Australia’s home values fell for the ninth consecutive month in June and are forecast to decline for the rest of 2018 and throughout 2019, driven by tightening credit conditions. Potential rate hikes from the central bank in the second half of 2019 could also lead to further pressure on property prices.
Continued price falls would increase the likelihood of negative equity among recent buyers, particularly in housing markets such as Sydney and Melbourne, where property prices are high relative to incomes and therefore more sensitive to tougher credit conditions.
CoreLogic’s recent hedonic home value index shows that housing values decreased by 0.2% in June 2018, putting the national decline at −1.3% since the housing market peaked in September 2017.
Figure 1: Change in Australian housing values, June 2018
Results for the June 2018 quarter show that national home prices dropped 0.5% as values across the capital cities fell by 0.8%, according to CoreLogic.
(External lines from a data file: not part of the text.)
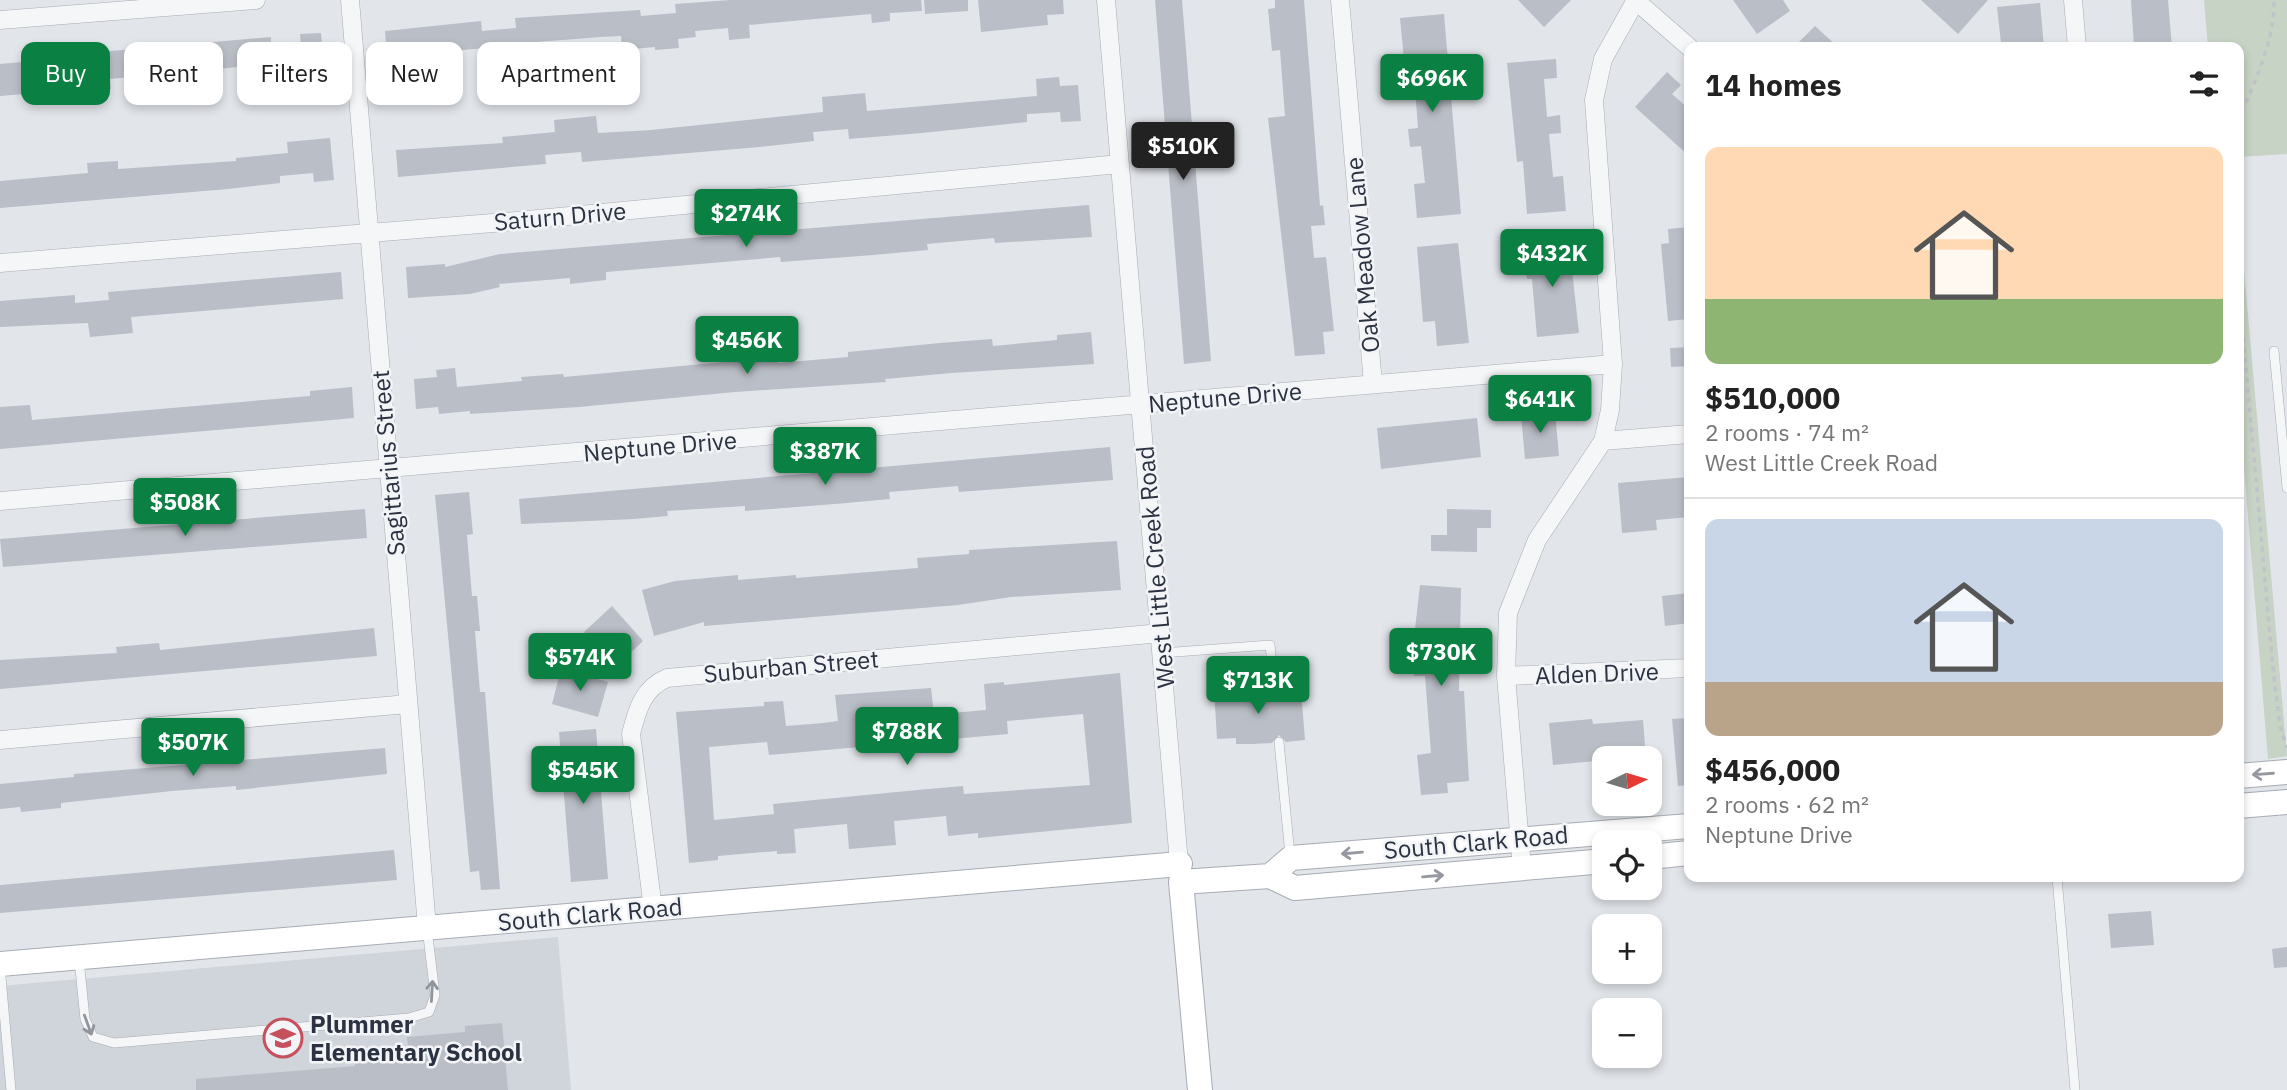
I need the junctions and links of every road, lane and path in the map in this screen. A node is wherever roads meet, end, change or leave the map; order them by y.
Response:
1 (256, 0) edge
2 (350, 0) edge
3 (1105, 0) edge
4 (1340, 0) edge
5 (1636, 0) edge
6 (2073, 0) edge
7 (2274, 0) edge
8 (0, 20) edge
9 (2077, 42) edge
10 (1684, 43) edge
11 (2244, 108) edge
12 (1120, 164) junction
13 (369, 231) junction
14 (0, 263) edge
15 (2244, 345) edge
16 (2274, 351) dead end
17 (1613, 364) junction
18 (1373, 384) junction
19 (1141, 405) junction
20 (1684, 434) edge
21 (1603, 441) junction
22 (2285, 452) edge
23 (388, 469) junction
24 (2287, 488) edge
25 (0, 501) edge
26 (1161, 633) junction
27 (1162, 653) junction
28 (1684, 668) edge
29 (1506, 676) junction
30 (1275, 693) dead end
31 (408, 704) junction
32 (0, 740) edge
33 (1279, 742) dead end
34 (2287, 748) edge
35 (2287, 772) edge
36 (2244, 776) edge
37 (2287, 802) edge
38 (2244, 806) edge
39 (1684, 826) edge
40 (1519, 837) junction
41 (1684, 854) edge
42 (1662, 856) edge
43 (1592, 862) edge
44 (1522, 868) junction
45 (1180, 873) junction
46 (1288, 874) junction
47 (2057, 882) edge
48 (653, 909) junction
49 (427, 927) junction
50 (79, 958) junction
51 (0, 964) edge
52 (11, 1090) edge
53 (1200, 1090) edge
54 (2074, 1090) edge

1 - 8 street
2 - 13 street, Sagittarius Street
3 - 12 street, West Little Creek Road
4 - 18 street, Oak Meadow Lane
5 - 10 street
5 - 17 street
6 - 9 street
7 - 11 path
12 - 13 street, Saturn Drive
12 - 19 street, West Little Creek Road
13 - 14 street, Saturn Drive
13 - 23 street, Sagittarius Street
15 - 34 path
16 - 22 lane
17 - 18 street, Neptune Drive
17 - 21 street
18 - 19 street, Neptune Drive
19 - 23 street, Neptune Drive
19 - 26 street, West Little Creek Road
20 - 21 street
21 - 29 street
22 - 24 lane
23 - 25 street, Neptune Drive
23 - 31 street, Sagittarius Street
26 - 27 street, West Little Creek Road
26 - 48 street, Suburban Street
27 - 30 lane
27 - 45 street, West Little Creek Road
28 - 29 street, Alden Drive
29 - 40 street
31 - 32 street
31 - 49 street, Sagittarius Street
33 - 46 lane
35 -> 36 street
37 - 38 street
39 - 40 street, South Clark Road
40 - 44 street
40 -> 46 street, South Clark Road
41 - 42 street
43 - 44 street, South Clark Road
46 -> 44 street, South Clark Road
45 - 46 street, South Clark Road
45 - 48 street, South Clark Road
45 - 53 street
47 - 54 lane
48 - 49 street, South Clark Road
49 - 50 street, South Clark Road
50 -> 49 lane
50 - 51 street, South Clark Road
51 - 52 lane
Of the capital cities, Melbourne saw the most decline over the quarter, at −1.4%, followed by Sydney (−0.9%), Darwin (−0.8%) and Perth (−0.7%). Combined regional markets recorded an increase of 0.6%, helping offset the decline in the capital cities.
Despite the monthly falls, national housing values remain 32.4% higher than five years ago, according to CoreLogic Research Director Tim Lawless. “This highlights the wealth creation that many home owners have experienced over the recent growth phase, but also the fact that recent homebuyers could be facing negative equity,” he said.
Tighter credit is the main culprit
Economists and analysts have attributed the falling housing values primarily to the tightening supply of credit – which has made it difficult to access financing, particularly for property investors. Lenders have cut back investor home lending since the Australian Prudential Regulation Authority (APRA) started clamping down on higher-risk lending a few years ago.
Figures released by the Reserve Bank of Australia (RBA) in June show flat investor housing finance in May 2018, with annual growth hitting a record low of 2%. Property investor lending accounted for only 33.5% of all outstanding housing credit, the lowest since January 2013. Owner-occupier housing credit, on the other hand, went up by 0.6% in May and grew by 7.9% over the year.
Figure 2: Annual change in housing credit (%)
The slowdown in investor property lending has hit Sydney and Melbourne the hardest because of their high concentration of investment housing activity. These cities have experienced the most substantial decline in housing demand, according to CoreLogic.
The stagnant growth in investor housing finance shows that the regulators have been successful in slowing investor demand for home loans, according to Commonwealth Securities (CommSec). “Investor home lending is still growing, but at the slowest pace in 28 years of records,” said CommSec Chief Economist Craig James.
Prices to continue to fall
Housing prices will likely continue declining for the rest of 2018 and into 2019. ANZ has forecast nationwide housing prices to fall by 4% in 2018 and a further 2% in 2019. It expects interest rate hikes from the RBA in the second half of 2019 to contribute to house price declines next year.
Sydney and Melbourne will primarily drive this decline and record peak-to-trough price falls of around 10%, according to ANZ. The high housing values and highly leveraged households of Sydney and Melbourne make them more sensitive to tougher credit conditions and rising interest rates than other places.
These cities – and other markets where property prices are high relative to incomes – could see reduced housing activity as lenders focus more on overall debt-to-income ratios and household living expenses in their serviceability assessment, according to CoreLogic.
APRA has urged lenders to strengthen their assessment of potential borrowers’ expenses and existing debt. It expects lenders to introduce policy and portfolio limits on new lending at very high debt-to-income levels. Analysts anticipate that these new ‘restrictions’ will slow credit growth further and contribute to falling property values.